Only the Saja Boys aren’t just Huntix’s rival; they’re a hot K-pop boy band that is made up of demons masquerading as your bias. Cast as core archetypes for boy idol groups, the group is led by Jinu (Ahn Hyo-seop), Romance Saja, Baby Saja, Abs Saja, and Mystery Saja. Maggie Kang has shared that idols from BTS to ATEEZ, Monsta X, and BIGBANG all impacted the character designs and archetypes.
While the bubblegum style is leaning heavily into BTS’ “Boy With Luv” era, Abs Saja is clearly inspired by former Monsta-X member Wonho, and the boys’ final performance pulls heavily from ATEEZ’s darker style. When you also add in the different hair styles (not color) you can map them to counterparts across different boy groups, while the deep voice change for Baby Saja is a nod to Stay Kids’ Felix if I’ve ever seen one.
KPop Demon Hunters captures idol culture and fandom with humor and understanding.
Ultimately, none of the Saja boys outside of Jinu has much impact outside of being hot. And to be honest, that’s okay. Even as Kpop Demon Hunters begins to hint at and evolve a romantic connection between Rumi, the film’s lead, and Jinu (which even includes a shipname to hit fandom hard), she isn’t reduced to that. And that is Kpop Demon Hunters’ strength as a story.

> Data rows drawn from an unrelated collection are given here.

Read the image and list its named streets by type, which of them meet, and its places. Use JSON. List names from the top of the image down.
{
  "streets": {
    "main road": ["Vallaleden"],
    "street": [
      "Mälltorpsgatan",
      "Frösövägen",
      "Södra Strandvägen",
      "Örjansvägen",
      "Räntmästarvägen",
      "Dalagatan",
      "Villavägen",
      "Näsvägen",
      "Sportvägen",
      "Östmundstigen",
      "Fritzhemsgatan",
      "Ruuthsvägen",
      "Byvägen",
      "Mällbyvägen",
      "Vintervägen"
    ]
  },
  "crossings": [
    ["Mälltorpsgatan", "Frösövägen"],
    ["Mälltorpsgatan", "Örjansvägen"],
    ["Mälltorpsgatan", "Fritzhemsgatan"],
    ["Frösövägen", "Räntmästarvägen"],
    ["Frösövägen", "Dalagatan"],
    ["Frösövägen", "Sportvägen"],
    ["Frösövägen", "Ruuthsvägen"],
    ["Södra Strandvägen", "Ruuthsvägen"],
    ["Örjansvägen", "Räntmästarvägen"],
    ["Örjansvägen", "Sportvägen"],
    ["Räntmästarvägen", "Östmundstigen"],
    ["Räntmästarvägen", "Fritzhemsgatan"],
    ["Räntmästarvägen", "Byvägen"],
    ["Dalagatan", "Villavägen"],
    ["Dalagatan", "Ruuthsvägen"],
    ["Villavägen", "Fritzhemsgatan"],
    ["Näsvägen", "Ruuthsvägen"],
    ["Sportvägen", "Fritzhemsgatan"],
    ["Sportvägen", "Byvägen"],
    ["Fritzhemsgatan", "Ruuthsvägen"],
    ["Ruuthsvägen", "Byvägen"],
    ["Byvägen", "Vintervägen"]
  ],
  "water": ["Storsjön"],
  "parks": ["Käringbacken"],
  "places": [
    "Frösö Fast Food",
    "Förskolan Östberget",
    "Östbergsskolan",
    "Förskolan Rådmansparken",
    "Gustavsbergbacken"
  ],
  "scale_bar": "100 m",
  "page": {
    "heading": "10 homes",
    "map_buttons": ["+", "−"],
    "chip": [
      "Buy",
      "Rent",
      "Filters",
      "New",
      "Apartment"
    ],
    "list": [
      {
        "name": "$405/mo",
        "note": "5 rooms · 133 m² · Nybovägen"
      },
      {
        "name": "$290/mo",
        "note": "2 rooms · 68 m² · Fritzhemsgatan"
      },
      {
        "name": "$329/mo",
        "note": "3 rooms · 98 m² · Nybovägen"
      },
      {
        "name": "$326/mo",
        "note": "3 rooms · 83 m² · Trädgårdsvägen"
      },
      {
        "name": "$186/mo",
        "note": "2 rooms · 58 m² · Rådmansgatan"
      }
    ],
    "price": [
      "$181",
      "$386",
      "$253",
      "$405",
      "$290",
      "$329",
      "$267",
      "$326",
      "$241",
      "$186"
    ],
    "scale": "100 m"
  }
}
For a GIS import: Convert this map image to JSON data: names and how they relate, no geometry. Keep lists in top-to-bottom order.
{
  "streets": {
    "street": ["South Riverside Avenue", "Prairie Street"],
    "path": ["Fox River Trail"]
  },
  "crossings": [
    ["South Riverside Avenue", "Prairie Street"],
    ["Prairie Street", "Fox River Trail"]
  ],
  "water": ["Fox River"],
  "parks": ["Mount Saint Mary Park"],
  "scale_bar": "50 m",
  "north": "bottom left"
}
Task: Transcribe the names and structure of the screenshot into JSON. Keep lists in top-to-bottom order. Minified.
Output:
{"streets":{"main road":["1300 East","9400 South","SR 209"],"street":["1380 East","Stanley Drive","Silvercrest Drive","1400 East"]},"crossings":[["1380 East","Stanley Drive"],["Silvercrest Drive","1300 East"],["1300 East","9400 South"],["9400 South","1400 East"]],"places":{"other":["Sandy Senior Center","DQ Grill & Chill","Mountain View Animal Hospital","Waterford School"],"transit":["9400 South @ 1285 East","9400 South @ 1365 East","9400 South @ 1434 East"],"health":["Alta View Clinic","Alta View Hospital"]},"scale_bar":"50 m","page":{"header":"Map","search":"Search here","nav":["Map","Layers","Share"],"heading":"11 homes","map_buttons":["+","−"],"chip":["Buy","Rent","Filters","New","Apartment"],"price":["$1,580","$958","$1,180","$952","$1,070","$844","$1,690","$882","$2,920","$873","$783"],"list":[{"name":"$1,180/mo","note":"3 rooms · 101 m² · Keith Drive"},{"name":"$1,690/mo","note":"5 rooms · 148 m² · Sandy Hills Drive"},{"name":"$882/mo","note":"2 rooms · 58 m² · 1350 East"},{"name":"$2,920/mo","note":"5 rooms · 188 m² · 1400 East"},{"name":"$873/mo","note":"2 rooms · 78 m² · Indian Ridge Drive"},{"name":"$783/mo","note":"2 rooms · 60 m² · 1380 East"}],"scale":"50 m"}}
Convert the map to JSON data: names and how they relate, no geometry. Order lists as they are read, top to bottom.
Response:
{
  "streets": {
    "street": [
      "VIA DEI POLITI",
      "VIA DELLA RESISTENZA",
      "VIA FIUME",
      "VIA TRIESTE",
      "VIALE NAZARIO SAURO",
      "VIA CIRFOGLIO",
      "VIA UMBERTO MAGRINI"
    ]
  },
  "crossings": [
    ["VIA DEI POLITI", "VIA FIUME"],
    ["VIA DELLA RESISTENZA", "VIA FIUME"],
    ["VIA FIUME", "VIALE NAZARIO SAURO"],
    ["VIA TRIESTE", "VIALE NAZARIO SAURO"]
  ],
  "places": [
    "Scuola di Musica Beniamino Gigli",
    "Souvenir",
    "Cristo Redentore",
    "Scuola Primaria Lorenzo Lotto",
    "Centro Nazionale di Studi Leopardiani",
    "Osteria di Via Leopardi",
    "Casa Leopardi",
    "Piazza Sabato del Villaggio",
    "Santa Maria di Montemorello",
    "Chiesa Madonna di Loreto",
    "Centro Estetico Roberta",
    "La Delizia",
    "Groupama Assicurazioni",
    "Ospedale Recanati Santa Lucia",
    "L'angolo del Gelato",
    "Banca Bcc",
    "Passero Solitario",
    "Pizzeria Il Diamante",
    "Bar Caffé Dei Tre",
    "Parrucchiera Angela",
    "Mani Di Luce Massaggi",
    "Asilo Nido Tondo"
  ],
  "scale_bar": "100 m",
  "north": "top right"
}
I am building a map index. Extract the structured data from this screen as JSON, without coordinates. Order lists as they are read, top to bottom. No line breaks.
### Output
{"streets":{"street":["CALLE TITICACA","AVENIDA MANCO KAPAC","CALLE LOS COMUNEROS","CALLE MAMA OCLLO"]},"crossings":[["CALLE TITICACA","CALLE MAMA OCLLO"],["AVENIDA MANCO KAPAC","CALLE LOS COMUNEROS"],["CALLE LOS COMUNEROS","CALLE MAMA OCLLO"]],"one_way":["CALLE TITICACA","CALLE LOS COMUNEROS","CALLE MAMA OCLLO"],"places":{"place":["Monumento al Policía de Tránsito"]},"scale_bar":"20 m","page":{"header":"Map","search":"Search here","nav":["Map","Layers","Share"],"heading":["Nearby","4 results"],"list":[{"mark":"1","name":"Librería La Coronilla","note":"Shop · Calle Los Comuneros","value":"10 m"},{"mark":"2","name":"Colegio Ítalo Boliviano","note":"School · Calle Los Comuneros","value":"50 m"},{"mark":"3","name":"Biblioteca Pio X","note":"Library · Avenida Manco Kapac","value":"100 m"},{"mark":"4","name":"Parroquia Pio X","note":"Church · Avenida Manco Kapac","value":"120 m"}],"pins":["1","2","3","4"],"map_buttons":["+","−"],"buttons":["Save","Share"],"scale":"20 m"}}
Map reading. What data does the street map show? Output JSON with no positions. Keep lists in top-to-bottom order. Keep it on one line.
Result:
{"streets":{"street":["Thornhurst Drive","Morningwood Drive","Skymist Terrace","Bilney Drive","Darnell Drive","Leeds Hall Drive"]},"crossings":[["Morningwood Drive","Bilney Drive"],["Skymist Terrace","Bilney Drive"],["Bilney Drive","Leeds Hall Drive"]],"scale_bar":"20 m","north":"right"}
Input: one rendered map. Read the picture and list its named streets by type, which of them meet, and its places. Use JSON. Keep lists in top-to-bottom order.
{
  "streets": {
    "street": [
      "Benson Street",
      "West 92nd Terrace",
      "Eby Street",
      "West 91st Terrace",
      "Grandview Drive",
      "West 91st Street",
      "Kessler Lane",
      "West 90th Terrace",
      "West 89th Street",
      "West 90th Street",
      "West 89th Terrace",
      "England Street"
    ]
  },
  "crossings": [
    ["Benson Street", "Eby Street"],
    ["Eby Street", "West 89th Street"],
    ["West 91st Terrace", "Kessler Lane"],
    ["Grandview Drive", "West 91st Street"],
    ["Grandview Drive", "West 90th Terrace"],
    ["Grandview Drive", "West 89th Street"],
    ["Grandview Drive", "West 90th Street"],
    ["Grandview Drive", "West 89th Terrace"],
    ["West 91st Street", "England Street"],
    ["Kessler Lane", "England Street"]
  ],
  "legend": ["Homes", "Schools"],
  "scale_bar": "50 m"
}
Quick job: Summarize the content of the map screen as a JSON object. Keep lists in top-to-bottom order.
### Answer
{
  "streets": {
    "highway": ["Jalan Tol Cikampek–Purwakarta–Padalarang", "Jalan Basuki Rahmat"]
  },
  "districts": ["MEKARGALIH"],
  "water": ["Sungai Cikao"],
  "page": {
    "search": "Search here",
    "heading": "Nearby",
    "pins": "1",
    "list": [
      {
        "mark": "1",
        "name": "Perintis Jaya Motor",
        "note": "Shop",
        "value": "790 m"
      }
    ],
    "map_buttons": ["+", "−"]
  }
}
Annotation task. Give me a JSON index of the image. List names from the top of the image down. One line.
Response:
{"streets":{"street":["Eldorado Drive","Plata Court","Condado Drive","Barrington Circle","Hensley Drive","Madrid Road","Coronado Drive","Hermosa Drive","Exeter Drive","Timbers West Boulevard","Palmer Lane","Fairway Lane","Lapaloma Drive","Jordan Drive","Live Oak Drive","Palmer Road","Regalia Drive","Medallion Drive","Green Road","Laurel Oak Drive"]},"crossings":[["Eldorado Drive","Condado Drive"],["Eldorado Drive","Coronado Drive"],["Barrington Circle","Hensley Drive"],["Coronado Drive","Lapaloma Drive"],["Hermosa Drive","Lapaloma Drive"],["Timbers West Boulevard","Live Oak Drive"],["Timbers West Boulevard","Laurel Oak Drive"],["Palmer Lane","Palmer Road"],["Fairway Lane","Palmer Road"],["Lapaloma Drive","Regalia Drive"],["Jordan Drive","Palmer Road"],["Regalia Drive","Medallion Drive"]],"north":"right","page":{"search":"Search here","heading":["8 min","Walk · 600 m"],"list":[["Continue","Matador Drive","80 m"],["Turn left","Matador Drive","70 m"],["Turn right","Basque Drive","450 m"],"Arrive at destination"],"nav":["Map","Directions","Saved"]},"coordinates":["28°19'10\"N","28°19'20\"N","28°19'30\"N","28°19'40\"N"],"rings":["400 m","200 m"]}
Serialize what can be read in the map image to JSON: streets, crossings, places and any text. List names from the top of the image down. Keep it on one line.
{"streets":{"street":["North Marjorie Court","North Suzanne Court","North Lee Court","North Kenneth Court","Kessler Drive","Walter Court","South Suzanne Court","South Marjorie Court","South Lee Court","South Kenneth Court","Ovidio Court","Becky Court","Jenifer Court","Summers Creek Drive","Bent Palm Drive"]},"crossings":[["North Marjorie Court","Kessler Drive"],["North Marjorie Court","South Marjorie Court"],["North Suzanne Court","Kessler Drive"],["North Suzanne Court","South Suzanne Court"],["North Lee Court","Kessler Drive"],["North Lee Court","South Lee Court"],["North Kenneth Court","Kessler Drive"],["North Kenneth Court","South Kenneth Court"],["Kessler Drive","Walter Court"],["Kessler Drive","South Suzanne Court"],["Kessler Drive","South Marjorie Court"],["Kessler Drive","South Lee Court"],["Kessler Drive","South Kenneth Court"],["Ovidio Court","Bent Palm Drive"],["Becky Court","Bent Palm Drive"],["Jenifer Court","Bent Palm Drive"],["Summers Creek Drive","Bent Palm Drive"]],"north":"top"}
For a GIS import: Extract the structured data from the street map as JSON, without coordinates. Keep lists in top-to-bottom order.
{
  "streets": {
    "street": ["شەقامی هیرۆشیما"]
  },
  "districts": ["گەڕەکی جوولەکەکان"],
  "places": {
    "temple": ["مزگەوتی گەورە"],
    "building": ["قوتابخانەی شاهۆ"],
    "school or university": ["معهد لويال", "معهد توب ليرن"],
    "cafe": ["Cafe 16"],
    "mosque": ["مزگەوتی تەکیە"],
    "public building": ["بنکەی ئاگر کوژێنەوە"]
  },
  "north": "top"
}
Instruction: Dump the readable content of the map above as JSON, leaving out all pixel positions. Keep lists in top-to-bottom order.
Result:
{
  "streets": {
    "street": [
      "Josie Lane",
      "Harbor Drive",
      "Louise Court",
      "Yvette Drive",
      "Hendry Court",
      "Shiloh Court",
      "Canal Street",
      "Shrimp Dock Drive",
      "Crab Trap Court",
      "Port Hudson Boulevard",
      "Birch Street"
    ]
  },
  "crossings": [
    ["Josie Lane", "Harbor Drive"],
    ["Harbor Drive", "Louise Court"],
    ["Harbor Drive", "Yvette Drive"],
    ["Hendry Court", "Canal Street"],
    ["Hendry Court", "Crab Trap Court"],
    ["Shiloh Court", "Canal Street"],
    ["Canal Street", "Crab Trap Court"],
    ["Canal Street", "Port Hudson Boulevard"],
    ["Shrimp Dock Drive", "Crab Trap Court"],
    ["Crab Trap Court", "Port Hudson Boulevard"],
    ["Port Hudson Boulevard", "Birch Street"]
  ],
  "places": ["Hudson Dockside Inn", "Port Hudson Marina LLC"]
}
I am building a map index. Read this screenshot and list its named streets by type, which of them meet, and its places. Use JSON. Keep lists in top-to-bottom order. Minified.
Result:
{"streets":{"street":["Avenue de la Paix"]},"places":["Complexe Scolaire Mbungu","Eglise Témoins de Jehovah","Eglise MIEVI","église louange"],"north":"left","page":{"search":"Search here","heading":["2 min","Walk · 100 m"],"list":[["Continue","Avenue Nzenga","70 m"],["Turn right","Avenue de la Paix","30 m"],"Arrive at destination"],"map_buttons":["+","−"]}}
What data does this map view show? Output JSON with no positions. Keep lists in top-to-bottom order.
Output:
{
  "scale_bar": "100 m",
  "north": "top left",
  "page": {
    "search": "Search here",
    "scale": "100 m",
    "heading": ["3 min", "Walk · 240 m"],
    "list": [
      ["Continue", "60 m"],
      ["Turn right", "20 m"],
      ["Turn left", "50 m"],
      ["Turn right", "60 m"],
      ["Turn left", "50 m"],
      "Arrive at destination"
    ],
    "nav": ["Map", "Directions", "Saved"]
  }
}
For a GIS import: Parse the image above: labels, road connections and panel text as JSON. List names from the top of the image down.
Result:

With films like Lilo & Stitch (2025) and just about every Disney princess film of the last few years decentralize love from the story’s core, Kpop Demon Hunters embraces it. The connection that Rumi forms with Jinu is important, romantic, and it allows her to understand herself better, not just him. In fact, the way the film approaches love and relationships is by exploring what we find in them, not just what they look like on the surface.
While the film’s synopsis focuses on the Huntrix girls taking down the Saja Boys and protecting the world from the evil Gwi-Ma (Lee Byung-hun), the film’s heart is something more profound than that. Kpop Demon Hunters is ultimately a film about guilt and change. Rumi is part hunter, part demon. The more she falls out of step with her bandmates and questions herself, the more her purple demon markings grow. Having always hidden them, it becomes a vicious cycle of the marking speaking out only to make her more self-conscious and pull back from her girls, which then makes them spread.
Sony Animation puts forward beautiful animation with an important message.
Rumi is the heart of this story, and her guilt and shame run parallel to Jinu’s; ultimately, it’s what connects them. While Rumi’s identity as a part demon is just her circumstance, the spoon she was born with, Jinu’s demon identity is tied directly to his selfishness and his shame. Jinu abandoned his family and made a deal with Gwi-ma for a full belly and silk sheets in the palace, and when his time came to give over his soul, shame was all he was left with.
Jinu is serving Gwi-ma in order to erase every last memory of his human life. His guilt isn’t something to make peace with and to atone for, it’s something to escape and hide. Kpop Demon Hunters takes a mature approach to laying Rumi and Jinu’s situations next to each other. While they are not equal, the result is the same.
Whether your shame is caused by your own actions or the circumstances you were born into, the isolation and fear it creates, and how it debilitates you, is the same. Ultimately, Rumi and Jinu aren’t much different and if Rumi deserves to see herself as someone worthy of love despite her birth, Jinu deserves the ability to atone for his past. Redemption isn’t the name of the game; acceptance and choosing to pick a next step that leaves the world better is.
Ahn Hyo-seop’s Jinu is a standout in KPop Demon Hunters.
In a time when we are so focused on throwing away people for a single sin, regardless of the intensity of it, we have to think of a world where people can change. Even Jinu doesn’t find redemption, but he does make a choice to be different and to stop being selfish. Jinu makes the choice to care for someone else. And that is just as powerful as Rumi choosing to love herself as she is.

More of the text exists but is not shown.